Global Automation Industry Outlook, 2017, is part of Frost & Sullivan’s Industrial Automation & Process Control Growth Partnership subscription. The study examines the market for distributed control system (DCS), programmable logic controller (PLC), supervisory control and data acquisition system (SCADA), process safety system, machine safety systems, human-machine interface (HMI), variable frequency drive (VFD), operator training simulators (OTS), general motion control (GMC), sensors and transmitters, flowmeters, manufacturing execution systems (MES), enterprise asset management (EAM), and product lifecycle management (PLM) across key process and discrete industries, such as power, oil and gas, chemicals and petrochemicals, food and beverage, aerospace and defence, and automotive.

A major restraint to the global automation industry was the weakening of investments in the oil and gas segment. With oil prices recovering from late 2016, cautious optimism is obvious in most process industries, and investments are expected to see positive growth in the second half of 2017.

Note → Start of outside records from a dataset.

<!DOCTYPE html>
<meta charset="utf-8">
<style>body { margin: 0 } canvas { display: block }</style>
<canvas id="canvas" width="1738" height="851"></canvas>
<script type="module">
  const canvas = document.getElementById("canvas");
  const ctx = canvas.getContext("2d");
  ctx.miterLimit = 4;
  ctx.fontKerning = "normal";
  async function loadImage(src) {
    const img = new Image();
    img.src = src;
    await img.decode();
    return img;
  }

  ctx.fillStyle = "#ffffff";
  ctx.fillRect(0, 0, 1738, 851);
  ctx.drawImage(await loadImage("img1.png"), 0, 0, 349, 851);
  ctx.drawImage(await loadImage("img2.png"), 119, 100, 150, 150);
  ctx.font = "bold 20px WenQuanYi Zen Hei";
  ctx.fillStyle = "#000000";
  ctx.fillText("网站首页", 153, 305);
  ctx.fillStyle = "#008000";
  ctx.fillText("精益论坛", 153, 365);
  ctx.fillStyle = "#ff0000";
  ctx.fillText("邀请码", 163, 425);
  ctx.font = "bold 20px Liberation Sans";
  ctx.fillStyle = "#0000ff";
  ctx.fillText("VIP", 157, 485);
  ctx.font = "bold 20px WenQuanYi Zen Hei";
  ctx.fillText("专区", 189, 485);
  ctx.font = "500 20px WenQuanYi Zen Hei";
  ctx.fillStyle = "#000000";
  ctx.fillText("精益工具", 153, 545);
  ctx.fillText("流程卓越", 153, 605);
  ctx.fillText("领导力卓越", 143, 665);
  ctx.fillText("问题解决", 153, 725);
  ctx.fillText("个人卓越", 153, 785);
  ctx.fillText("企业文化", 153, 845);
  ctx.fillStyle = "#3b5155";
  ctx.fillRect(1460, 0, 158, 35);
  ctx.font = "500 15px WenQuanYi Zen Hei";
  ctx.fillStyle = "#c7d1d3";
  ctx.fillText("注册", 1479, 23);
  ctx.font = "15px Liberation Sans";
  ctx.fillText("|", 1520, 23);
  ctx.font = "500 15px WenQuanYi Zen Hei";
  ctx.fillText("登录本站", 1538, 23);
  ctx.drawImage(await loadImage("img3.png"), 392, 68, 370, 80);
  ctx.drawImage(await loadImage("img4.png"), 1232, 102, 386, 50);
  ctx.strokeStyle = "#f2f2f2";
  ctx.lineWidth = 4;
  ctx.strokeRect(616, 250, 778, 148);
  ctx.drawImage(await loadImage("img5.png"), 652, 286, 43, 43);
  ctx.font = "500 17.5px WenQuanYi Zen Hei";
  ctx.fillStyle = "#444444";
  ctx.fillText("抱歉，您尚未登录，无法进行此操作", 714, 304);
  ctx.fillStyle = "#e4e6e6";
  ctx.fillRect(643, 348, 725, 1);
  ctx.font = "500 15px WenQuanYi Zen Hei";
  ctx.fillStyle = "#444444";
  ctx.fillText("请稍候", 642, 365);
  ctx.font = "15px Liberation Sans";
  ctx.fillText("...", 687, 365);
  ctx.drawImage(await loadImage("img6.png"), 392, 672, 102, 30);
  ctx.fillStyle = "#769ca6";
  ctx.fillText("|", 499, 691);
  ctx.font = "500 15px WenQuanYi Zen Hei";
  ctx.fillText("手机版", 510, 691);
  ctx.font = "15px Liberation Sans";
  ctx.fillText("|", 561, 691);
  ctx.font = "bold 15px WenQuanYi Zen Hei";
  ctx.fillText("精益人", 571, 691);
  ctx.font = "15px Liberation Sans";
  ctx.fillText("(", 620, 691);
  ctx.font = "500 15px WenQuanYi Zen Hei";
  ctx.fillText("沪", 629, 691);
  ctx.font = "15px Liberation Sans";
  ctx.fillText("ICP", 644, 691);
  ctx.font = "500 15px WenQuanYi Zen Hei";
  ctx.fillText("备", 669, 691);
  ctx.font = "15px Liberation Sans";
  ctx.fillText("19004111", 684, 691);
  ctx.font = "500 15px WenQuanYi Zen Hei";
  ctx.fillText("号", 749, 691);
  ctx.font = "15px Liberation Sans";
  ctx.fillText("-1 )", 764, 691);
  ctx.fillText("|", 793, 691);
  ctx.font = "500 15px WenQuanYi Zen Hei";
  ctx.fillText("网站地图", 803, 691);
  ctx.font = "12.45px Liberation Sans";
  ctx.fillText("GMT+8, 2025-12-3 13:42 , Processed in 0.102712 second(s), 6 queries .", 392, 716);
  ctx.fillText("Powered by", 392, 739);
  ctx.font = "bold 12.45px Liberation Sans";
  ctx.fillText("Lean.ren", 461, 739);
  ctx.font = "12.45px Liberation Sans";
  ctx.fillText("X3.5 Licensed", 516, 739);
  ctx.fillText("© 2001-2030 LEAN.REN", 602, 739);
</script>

Emerging automation market themes for the next two to three years include:

  • Plant-floor analytics;
  • Convergence of sensing, control, and information platforms;
  • Collaborative robotics in production;
  • Adaptive OT cybersecurity for industrial networks;
  • Augmented reality on the shop floor;
  • Hybridised machines to unlock the benefits of both additive and subtractive manufacturing;
  • Digital twins, or software replication of physical assets, to plan for equipment maintenance and prevent unplanned downtime;
  • Edge analytics and intelligence that can filter out non-critical data;

While today’s market is more about selling additional services to one’s captive installed base, the market will progressively reach a stage wherein inter-platform (between various digital industrial platforms) collaboration will be mandated by end-users. However, the flip side to this will be the constant technology evolution to create the best algorithms in order to drive differentiated insights, while making prudent inroads into a competitor’s installed base.

“In an uncertain global market, end users are looking for open, interoperable, and standards-based system architectures that will increase system flexibility and open up opportunities for innovative applications,” noted Ramakrishnan. “Automation solution providers that can deliver this competitive edge to customers will be the most successful.”